No sé de donde saqué tanta fuerza, pero saber que mamá había quedado ciega por culpa del idiota de mi hermano, me enfureció al grado de sacarlo de la pestilente cantina de mala muerte y golpearlo hasta el cansancio. Con los puños manchados de sangre volví a la casa. Ahí estaba mamá, solita y exactamente donde la había dejado. La abracé fuerte y le pedí perdón. Le toqué sus párpados avejentados y sus labios temblorosos. Podía sentir el palpitar de su corazón en mi frente y justo ahí sentí una gota caer en mi cabeza. Alcé la cara y sus ojos grises estaban tan llenos de lágrimas que la abracé fuerte, tan fuerte al tiempo que me sentía tan miserable.

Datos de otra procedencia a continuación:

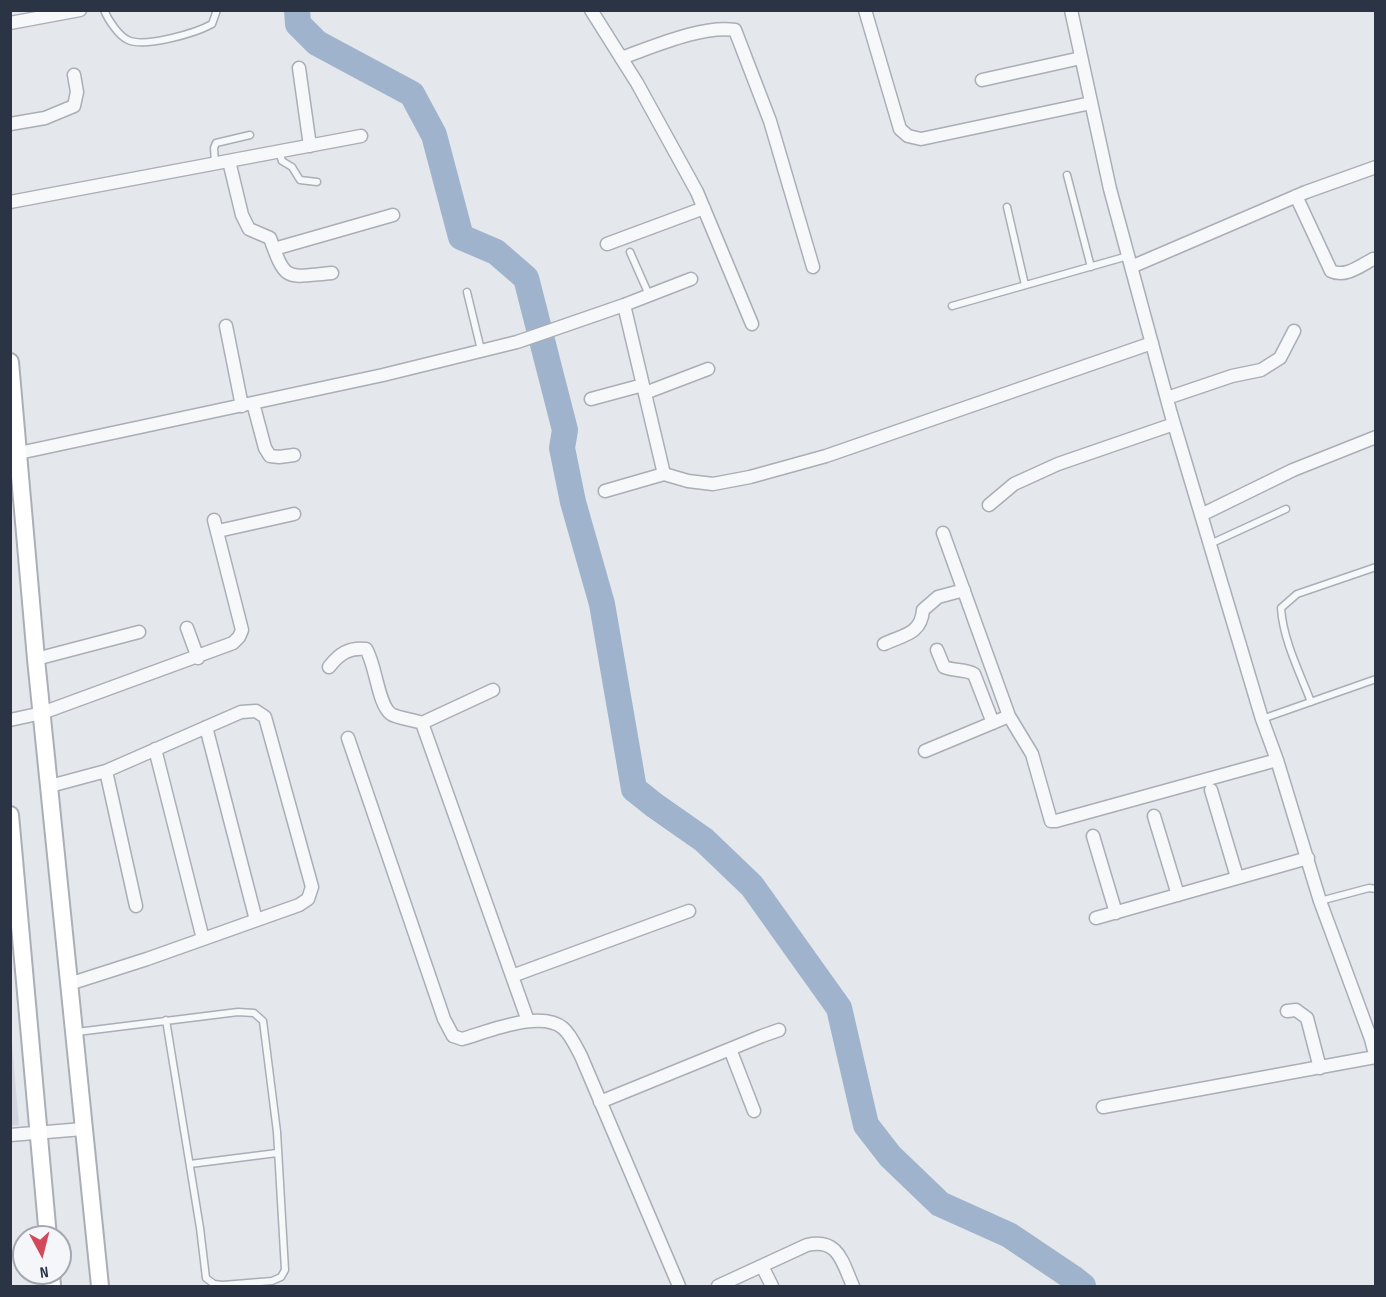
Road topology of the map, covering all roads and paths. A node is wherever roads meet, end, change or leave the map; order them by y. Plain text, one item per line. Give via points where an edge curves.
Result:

-Tu hermano me pega, me manda a pedir dinero a la calle…llévame contigo-dijo sin dejar de mirar la nada- es más, no me lleves contigo, ponme en un asilo si quieres, pero por favor sácame de aquí, ¿sí, lo harás? Contéstame, hijo…
-Claro que sí, mamá.
La puerta de la entrada se abrió y mi hermano, embravecido, llevaba una navaja lista para arrebatarme la vida. Alto, fuerte y cegado por la ira se me abalanzó, pero su plan era otro, pasó de largo y le clavó la navaja en el cuello a mamá. El chisguete de sangre manchó la mesa y los trastos regados. Una nueva golpiza lo dejó fuera de combate y apenas pude subí a mamá a mi camioneta. La vejez y los muchos maltratos de mi hermano le arrebataron la vida.
Por muchos bimestres Julián le robó el apoyo a mi madre. Se lo gastaba en ropa cara y ella, tan frágil, apenas llevaba una mañanita amarilla tejida por ella misma años atrás. Comía sobras y dormía en un catre hundido. A un lado de su camita estaba un recipiente con agua en el que mi viejita popeaba… ¡¡Perro, maldito!!… jamás he ido a visitarlo a la cárcel. Deseo se pudra en ese lugar y que jamás vuelva a ser libre.